Generalize dropdown choice template view

michael-franke commented 5 years ago

As far as I can see the babeViews.dropdownChoice only allows for two alternatives, specified like this:

{
    question: "What's the weather like?",
    option1: 'shiny',
    option2: 'rainbow'
}

This should ideally be generalized to allow for arbitrary options, e.g., to allow input like this:

{
    question: "What's the weather like?",
    options: ['shiny', 'rainbow', 'cloudy', 'typically Amsterdam']
}

We could then add an optional field shuffle_options which defaults to false and which if true randomly shuffles the choice options for display in the dropdown menu.

JannisBush commented 5 years ago

This would be possible, but do we want to save the options as option1: 'shiny', option2: 'rainbow', optionN: 'whatever' or do we want to save the options as an array.

The second one could be problematic, and we currently do not "allow" such submissions at the back-end see here.

The first one could be implemented like this

x-ji commented 5 years ago

The reasoning for not allowing arrays in submissions is because of CSV formatting, i.e. how should we format an array in the CSV output so that it's easy to comprehend and also easy to analyze by (R) scripts.

One possible way is to output it like entry1||entry2||entry 3, i.e. use || as the separator, and then the script can segment the array by looking for ||. However, if we do this, we'll have to make sure that || doesn't occur in any of the array entries, otherwise errors would ensue.

Another way is to just always require the frontend to not submit arrays and instead submit each option separately, as Jannis mentioned above.

JannisBush commented 5 years ago

I just tested, what actually happens when you use an array at the moment.

For this, I inserted test_array : [1,2,3,"a","b] in the trial data of an experiment.

Result downloaded from the last page of the debug mode:

"trial_type","trial_number","key_pressed","correctness","pause","RT","key1","key2","q","p","target_object","target_position","condition","focalColor","focalShape","focalNumber","elemSize","total","start_with","otherShape","otherColor","sort","test_array","startDate","startTime","age","gender","education","languages","comments","endTime","timeSpent","experiment_id",
"main","1","q","correct","2185","330","q","p","circle","square","circle","right","incongruent","blue","circle","1","100","2","other","square","white","split_grid","1,2,3,a,b","Sun Apr 14 2019 09:59:33 GMT+0200 (Central European Summer Time)","1555228773704","","","","","","1555228786455","0.21251666666666666","INSERT_A_NUMBER",

Important part: "test_array" = "1,2,3,a,b"

Result downloaded from the server app:

submission_id,otherShape,startDate,target_object,correctness,total,experiment_id,trial_type,q,focalShape,key2,target_position,p,test_array,pause,key_pressed,condition,endTime,otherColor,age,comments,sort,key1,education,languages,start_with,RT,gender,trial_number,startTime,elemSize,focalColor,timeSpent,focalNumber
321,circle,Sun Apr 14 2019 10:01:35 GMT+0200 (Central European Summer Time),square,correct,2,63,practice,square,square,p,left,circle,1|2|3|a|b,1535,q,congruent,1555228907222,white,,,split_grid,q,,,focal,330,,1,1555228895329,100,blue,0.19821666666666668,1

Important part: test_array = 1|2|3|a|b

R: Reading in the debug result with readr::read_csv generates test_array : chr "1,2,3,a,b" and transforming it with strsplit(dat, split=",") gives : chr [1:5] "1" "2" "3" "a" "b".

Reading in the server result with readr::read_csv generates test_array : chr "1|2|3|a|b" and transforming it with strsplit(dat, split="[|]") gives : chr [1:5] "1" "2" "3" "a" "b"

Now, I changed the array to test_array : [1,2,3,"a","b","c|ha,c"].

Debug: "1,2,3,a,b,c|ha,c"

Server: 1|2|3|a|b|c|ha,c

Both will fail to produce the original array.

I guess, we could allow arrays and write a warning somewhere not to use , and | in arrays?

michael-franke commented 5 years ago

Thanks for the info and the testing!
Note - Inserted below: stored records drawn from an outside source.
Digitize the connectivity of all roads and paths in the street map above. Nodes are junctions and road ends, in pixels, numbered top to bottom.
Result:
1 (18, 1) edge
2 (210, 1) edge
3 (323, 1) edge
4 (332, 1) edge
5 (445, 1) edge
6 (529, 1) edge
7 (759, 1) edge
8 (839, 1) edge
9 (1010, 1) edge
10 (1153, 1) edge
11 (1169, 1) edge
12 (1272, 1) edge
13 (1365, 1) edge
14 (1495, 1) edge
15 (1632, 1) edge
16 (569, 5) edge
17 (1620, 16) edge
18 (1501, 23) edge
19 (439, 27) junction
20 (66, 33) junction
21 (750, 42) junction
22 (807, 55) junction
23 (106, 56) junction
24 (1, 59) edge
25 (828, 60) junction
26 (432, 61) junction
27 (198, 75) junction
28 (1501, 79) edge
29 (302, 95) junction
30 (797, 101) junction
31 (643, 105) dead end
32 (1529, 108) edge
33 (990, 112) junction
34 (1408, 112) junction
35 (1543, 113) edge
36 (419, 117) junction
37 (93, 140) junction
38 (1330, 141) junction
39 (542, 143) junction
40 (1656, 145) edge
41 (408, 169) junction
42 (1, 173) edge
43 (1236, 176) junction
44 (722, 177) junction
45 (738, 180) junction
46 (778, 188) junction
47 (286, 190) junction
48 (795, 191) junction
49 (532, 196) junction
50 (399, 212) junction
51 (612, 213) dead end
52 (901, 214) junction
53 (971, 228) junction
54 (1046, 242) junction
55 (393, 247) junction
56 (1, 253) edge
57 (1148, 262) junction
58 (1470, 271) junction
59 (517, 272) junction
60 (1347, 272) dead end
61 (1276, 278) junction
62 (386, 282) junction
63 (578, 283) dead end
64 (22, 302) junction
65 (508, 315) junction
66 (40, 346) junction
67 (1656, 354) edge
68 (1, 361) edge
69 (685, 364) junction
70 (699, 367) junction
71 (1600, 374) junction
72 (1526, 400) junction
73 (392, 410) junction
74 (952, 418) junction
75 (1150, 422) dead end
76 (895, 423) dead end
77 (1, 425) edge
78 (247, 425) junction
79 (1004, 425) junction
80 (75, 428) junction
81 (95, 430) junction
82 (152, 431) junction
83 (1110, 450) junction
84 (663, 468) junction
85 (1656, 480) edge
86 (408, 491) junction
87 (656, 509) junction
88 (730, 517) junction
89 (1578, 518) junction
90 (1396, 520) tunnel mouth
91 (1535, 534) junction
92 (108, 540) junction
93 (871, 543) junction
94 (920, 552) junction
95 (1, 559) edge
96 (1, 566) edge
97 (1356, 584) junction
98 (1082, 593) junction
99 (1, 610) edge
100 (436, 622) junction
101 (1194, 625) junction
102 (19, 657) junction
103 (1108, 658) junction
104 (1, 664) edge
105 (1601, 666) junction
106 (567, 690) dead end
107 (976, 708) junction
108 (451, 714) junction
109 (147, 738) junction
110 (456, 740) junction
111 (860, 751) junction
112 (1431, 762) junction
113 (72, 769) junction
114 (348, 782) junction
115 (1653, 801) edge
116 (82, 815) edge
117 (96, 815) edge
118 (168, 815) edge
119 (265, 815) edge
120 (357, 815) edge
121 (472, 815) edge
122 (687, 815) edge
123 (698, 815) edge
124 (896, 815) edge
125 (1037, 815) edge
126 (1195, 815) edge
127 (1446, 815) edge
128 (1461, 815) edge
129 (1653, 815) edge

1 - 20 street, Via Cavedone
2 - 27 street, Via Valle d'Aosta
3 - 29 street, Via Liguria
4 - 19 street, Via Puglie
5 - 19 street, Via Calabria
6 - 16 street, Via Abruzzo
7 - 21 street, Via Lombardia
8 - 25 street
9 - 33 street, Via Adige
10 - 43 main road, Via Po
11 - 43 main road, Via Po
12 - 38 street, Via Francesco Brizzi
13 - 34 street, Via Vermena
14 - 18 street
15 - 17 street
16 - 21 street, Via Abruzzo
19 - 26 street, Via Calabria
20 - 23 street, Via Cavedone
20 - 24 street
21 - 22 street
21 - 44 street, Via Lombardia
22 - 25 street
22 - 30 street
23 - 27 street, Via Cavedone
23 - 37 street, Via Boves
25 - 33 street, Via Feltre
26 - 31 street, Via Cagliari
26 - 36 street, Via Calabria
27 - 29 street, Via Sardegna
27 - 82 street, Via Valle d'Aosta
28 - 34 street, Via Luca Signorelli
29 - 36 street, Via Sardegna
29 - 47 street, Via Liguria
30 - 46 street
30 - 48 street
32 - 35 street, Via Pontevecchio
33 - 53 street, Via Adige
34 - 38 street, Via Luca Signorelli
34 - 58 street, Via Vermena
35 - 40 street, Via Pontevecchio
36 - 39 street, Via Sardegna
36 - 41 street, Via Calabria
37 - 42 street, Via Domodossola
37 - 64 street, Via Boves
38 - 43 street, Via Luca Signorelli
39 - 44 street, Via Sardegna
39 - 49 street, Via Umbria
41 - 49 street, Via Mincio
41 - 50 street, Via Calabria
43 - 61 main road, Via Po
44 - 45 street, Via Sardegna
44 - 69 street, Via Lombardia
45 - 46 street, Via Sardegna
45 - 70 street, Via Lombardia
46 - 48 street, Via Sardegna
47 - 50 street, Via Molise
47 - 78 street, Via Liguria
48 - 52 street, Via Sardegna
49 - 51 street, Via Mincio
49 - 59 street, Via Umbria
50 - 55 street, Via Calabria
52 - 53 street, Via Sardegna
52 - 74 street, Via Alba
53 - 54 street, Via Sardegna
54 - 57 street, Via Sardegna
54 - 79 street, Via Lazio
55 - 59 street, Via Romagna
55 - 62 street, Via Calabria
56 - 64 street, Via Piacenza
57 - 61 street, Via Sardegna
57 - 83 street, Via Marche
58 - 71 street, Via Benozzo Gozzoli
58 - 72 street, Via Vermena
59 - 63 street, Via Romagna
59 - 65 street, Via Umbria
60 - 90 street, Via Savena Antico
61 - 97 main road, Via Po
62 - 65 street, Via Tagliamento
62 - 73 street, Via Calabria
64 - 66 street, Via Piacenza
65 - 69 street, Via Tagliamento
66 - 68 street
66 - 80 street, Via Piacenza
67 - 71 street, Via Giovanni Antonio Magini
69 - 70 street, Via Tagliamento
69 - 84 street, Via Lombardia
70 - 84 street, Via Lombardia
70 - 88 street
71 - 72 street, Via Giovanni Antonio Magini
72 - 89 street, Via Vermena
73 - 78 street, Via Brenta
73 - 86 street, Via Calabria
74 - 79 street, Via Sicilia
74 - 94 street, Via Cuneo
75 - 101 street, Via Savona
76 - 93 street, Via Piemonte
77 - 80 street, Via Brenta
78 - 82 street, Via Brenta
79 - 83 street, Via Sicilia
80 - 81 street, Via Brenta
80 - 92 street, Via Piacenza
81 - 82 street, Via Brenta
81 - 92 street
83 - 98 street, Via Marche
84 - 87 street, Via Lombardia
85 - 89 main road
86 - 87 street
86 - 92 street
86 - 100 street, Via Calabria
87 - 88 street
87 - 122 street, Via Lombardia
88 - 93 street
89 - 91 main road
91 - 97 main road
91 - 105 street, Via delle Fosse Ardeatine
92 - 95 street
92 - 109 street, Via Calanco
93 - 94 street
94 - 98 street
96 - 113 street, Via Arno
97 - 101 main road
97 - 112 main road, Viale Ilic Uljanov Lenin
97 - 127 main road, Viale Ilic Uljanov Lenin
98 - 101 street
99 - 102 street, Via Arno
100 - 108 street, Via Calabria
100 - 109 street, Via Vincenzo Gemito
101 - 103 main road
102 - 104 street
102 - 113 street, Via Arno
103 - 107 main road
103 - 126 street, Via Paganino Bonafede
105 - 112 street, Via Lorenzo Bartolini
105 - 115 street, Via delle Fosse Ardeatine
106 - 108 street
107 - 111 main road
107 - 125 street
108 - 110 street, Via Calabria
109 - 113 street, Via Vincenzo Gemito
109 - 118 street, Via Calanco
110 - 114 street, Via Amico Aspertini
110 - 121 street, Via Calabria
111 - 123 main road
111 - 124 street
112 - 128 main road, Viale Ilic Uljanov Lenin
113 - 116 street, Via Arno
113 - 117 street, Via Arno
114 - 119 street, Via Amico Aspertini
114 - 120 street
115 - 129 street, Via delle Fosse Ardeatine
We had and probably still have array output in SPR-task reaction times. I like that the backend /can/ handle arrays. We should keep this as it is.

We could use, per default the separator “|”. If we want to be fancy, we could implement a system that should in-principle always work: the array-separator is n+1 times “|” for n the maximal number of uninterrupted occurrences of “|” (e.g., for “a big|||brown fox, ...” it would be n=3) in the array-as-string representations of all arrays in the column. It will be a bit of fiddling to get the right n, but this should in principle be possible (even if potentially ugly).

It seems that the behavior of the download-CSV from debug is not quite right, however. The only way to get that right would be to do the massaging in the front-end. - Ideally, the CSV-download from debug mode would always look exactly like the CSV download from the backend. (But this is not very, very important.)

Still, when it comes to the question as to how to represent choice options in generalized versions of forced-choice tasks etc., I think that it is much more user-friendly and time-efficient to massage the data into the “wide format” within _babe. Otherwise, the user (and we) will be doing a lot of the same data wrangling steps during early data analysis. Seen in this way, since there is likely hardly ever a situation where the user prefers a representation like "options: 'shiny|rainbow|whatever'” it would be prudent to do the massaging within _babe.

On 13. Apr 2019, at 17:15, JannisBush notifications@github.com wrote:

This would be possible, but do we want to save the options as `option1: 'shiny', option2: 'rainbow', optionN: 'whatever'`` or do we want to save the options as an array.

The second one could be problematic, and we currently do not "allow" such submissions at the back-end see here.

The first one could be implemented like this

— You are receiving this because you authored the thread. Reply to this email directly, view it on GitHub, or mute the thread.

x-ji commented 5 years ago

Yeah I think the problem with having a warning not to use , or | is that, some of the outputs are not generated by the experiment designer, but rather the participant. What if they write several sentences containing ,, for example. The system would then not be foolproof.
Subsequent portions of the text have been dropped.